[WORK ITEM]:
Among the lines below, how many have the word "McKinley"? The reply is that number alone.

[DATASET EXCERPTS]:
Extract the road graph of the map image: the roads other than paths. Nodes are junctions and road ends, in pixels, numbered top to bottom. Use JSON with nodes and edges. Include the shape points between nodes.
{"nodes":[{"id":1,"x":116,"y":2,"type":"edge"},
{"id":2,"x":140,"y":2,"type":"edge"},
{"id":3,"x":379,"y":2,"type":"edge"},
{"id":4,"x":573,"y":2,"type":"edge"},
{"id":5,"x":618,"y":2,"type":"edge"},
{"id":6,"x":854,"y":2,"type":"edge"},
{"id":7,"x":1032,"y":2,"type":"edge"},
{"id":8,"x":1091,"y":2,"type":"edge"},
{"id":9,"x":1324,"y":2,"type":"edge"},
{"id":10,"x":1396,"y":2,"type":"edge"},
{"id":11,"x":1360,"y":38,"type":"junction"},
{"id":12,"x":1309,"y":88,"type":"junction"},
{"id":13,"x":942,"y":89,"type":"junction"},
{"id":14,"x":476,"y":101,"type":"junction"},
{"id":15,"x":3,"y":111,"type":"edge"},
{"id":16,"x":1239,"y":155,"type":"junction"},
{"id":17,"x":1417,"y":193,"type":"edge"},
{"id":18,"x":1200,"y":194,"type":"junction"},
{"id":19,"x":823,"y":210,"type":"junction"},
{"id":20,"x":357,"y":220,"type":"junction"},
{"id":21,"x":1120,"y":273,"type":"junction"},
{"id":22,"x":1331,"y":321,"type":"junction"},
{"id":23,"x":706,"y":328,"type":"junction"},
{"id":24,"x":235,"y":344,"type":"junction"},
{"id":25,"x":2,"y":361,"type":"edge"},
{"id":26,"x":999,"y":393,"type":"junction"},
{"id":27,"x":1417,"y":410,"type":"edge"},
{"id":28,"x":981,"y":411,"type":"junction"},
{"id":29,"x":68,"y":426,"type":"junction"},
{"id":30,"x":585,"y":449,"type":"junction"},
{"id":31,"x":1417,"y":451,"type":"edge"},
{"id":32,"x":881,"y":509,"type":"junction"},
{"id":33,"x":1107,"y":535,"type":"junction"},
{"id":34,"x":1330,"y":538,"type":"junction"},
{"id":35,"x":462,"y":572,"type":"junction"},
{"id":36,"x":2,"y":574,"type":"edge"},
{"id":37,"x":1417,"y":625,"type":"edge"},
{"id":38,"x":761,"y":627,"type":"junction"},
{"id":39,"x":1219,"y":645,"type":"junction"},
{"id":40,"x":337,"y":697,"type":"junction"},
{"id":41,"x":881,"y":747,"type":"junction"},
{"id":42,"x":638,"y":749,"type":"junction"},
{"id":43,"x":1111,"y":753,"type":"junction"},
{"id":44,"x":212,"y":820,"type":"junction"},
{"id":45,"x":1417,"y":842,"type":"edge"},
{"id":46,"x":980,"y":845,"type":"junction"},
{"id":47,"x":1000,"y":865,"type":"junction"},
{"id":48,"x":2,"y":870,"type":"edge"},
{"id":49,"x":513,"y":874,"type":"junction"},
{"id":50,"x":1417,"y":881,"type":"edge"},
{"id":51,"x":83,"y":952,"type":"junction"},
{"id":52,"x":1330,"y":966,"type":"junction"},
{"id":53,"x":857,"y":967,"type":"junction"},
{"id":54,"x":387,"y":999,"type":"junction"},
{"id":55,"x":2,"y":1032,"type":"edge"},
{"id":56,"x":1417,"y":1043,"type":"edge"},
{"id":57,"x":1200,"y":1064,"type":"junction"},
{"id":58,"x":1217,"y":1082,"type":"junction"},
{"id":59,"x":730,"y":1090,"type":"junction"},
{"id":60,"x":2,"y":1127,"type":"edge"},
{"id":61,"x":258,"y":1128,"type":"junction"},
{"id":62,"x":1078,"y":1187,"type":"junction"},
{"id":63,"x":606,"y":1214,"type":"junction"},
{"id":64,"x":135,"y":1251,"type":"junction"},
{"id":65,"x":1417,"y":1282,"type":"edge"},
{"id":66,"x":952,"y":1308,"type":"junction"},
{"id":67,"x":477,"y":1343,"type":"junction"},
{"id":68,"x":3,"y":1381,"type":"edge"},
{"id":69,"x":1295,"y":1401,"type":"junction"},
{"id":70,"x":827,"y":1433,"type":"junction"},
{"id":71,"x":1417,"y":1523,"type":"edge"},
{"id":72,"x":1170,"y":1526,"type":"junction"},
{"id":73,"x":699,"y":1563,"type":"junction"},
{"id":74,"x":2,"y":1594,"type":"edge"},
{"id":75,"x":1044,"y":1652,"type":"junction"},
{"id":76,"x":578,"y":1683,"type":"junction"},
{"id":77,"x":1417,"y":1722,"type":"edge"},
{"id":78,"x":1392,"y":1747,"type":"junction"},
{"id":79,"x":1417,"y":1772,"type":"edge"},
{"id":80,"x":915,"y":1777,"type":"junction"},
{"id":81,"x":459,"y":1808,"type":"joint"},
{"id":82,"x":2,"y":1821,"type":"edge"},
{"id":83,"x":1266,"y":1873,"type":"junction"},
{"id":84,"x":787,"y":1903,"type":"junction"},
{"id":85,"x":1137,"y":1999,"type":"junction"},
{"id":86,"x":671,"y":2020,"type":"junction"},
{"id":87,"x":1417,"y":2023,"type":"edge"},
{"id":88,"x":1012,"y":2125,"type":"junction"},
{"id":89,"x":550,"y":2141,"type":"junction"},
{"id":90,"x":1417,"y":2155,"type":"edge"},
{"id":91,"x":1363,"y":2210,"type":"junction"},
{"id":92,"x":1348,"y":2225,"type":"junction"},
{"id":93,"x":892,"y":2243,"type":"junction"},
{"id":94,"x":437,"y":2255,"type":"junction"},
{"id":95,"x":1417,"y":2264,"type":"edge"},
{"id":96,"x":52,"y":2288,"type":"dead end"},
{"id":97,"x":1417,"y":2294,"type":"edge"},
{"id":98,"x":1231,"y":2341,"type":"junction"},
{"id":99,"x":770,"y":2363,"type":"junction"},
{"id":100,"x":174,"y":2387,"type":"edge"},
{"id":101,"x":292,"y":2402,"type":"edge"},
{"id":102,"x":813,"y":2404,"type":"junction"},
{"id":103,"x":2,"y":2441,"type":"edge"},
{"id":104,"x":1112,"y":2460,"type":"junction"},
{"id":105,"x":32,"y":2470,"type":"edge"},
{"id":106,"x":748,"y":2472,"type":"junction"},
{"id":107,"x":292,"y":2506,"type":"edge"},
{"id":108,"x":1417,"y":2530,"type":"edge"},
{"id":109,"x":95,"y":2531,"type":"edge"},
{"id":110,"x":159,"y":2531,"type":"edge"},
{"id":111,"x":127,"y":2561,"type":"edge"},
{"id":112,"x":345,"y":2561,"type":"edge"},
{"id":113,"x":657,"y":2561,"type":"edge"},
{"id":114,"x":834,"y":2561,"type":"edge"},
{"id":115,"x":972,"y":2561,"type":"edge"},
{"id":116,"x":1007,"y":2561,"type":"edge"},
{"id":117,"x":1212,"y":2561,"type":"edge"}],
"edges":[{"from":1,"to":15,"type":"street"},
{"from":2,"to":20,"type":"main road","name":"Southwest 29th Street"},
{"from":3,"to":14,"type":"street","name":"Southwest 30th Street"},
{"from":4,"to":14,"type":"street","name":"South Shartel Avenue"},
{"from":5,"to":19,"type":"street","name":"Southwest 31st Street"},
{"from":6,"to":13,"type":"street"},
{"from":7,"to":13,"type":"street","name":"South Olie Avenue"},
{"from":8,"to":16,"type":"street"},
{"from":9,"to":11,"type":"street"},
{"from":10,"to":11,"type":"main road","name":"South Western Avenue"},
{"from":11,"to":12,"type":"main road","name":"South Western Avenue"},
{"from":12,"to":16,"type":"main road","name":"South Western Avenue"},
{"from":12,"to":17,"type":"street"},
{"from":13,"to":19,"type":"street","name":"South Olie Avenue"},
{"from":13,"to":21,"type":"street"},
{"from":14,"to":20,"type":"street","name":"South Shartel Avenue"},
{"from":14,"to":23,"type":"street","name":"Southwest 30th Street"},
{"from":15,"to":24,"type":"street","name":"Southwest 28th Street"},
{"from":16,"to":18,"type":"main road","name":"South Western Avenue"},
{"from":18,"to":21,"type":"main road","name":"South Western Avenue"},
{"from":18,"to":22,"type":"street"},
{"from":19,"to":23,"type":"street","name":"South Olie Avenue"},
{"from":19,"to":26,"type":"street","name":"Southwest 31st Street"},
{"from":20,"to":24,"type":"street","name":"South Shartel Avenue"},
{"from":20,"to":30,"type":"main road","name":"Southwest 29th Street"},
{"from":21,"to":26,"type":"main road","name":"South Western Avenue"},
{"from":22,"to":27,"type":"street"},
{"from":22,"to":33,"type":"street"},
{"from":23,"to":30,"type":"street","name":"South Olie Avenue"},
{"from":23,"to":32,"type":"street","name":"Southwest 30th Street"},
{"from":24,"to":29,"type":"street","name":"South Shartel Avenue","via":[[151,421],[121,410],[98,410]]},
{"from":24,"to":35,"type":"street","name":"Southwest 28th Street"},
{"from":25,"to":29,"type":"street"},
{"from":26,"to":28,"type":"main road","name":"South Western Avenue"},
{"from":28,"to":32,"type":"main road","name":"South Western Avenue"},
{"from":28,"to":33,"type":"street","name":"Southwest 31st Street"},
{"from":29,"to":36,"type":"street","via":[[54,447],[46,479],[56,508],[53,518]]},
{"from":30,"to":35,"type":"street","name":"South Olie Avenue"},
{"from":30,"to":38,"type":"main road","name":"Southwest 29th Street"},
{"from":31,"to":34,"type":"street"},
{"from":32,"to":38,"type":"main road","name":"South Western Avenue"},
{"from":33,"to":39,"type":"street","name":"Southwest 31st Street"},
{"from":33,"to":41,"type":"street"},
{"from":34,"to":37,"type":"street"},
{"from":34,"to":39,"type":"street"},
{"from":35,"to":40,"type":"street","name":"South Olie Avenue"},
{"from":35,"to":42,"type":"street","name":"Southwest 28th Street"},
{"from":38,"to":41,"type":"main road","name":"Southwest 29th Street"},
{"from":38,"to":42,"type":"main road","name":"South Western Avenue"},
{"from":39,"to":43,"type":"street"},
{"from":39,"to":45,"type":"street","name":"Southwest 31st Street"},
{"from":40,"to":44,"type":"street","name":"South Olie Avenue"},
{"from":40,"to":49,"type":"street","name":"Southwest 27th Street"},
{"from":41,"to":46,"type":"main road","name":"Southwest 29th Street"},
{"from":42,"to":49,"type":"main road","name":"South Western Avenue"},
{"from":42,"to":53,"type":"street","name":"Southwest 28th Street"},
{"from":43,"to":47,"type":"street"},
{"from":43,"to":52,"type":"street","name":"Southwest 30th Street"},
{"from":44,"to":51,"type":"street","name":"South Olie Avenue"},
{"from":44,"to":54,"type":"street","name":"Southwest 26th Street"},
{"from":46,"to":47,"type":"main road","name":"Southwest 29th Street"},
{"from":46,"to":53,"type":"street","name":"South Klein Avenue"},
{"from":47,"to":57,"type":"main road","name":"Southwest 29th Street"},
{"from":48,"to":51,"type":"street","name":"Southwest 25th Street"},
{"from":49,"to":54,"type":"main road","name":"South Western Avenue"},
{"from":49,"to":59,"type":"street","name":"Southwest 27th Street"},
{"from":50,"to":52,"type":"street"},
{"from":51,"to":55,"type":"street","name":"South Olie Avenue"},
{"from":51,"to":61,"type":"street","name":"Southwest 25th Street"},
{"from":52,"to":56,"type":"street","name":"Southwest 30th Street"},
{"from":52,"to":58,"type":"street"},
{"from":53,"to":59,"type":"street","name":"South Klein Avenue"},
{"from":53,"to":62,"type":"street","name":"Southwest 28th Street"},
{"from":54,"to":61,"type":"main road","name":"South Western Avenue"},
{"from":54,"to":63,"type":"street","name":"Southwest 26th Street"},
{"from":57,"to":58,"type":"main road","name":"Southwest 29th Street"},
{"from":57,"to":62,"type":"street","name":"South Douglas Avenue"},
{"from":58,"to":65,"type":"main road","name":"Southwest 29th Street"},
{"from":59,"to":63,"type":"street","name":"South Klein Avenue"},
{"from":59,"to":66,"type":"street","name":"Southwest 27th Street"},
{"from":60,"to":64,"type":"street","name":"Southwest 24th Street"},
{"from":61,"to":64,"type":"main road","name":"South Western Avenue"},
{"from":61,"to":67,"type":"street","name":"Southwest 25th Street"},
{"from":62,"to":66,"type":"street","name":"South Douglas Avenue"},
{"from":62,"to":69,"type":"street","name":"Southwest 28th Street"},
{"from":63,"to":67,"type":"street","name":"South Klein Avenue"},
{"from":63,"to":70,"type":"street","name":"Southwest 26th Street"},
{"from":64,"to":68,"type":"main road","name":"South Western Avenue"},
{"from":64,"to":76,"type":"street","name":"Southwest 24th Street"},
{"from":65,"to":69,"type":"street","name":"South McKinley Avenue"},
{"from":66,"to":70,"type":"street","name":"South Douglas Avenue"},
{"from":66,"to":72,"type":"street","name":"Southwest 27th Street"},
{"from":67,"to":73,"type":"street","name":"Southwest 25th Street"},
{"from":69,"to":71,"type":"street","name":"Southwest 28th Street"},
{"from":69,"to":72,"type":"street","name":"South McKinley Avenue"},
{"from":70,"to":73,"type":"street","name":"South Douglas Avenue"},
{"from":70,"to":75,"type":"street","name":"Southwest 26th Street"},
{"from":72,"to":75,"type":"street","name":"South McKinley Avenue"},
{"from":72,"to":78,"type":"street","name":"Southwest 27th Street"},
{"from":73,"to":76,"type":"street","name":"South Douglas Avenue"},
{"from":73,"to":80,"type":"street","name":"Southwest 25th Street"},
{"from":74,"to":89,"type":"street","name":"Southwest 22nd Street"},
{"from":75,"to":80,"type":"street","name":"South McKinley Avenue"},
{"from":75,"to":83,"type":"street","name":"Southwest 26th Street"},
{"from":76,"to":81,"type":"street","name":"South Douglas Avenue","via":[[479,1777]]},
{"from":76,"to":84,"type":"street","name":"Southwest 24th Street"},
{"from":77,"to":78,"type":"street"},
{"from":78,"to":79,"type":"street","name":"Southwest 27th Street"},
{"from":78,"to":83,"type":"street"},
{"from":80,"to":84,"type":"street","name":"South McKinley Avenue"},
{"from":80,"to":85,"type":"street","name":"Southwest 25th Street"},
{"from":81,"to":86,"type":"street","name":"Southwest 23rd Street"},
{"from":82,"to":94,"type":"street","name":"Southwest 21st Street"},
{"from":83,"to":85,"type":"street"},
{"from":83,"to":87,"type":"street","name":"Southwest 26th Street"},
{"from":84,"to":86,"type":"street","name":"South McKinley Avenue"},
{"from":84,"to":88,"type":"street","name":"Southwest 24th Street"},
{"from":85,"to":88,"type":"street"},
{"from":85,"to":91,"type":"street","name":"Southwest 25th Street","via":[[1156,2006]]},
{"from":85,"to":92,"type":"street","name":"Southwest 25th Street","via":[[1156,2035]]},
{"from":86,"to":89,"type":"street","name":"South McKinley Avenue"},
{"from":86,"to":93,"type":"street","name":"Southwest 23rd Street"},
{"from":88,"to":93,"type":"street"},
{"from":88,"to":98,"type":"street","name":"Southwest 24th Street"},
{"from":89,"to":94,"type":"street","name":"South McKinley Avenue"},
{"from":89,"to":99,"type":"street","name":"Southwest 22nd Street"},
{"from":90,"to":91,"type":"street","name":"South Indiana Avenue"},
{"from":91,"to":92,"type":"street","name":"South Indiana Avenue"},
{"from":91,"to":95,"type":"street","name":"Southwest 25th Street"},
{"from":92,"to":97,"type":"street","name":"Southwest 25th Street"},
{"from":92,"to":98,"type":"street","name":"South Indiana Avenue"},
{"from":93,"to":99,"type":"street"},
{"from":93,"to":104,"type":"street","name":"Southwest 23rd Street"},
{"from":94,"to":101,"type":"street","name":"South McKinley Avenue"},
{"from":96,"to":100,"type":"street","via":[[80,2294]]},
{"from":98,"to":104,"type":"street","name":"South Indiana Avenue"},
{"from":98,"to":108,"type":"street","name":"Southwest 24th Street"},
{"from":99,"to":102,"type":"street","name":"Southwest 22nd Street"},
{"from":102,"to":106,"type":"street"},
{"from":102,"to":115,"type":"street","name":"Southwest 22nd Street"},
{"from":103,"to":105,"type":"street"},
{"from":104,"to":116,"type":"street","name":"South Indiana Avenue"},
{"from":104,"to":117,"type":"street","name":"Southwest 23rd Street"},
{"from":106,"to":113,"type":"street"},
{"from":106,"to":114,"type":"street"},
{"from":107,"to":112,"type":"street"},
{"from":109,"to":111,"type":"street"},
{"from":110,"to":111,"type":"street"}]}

[WRITTEN RESPONSE]:
9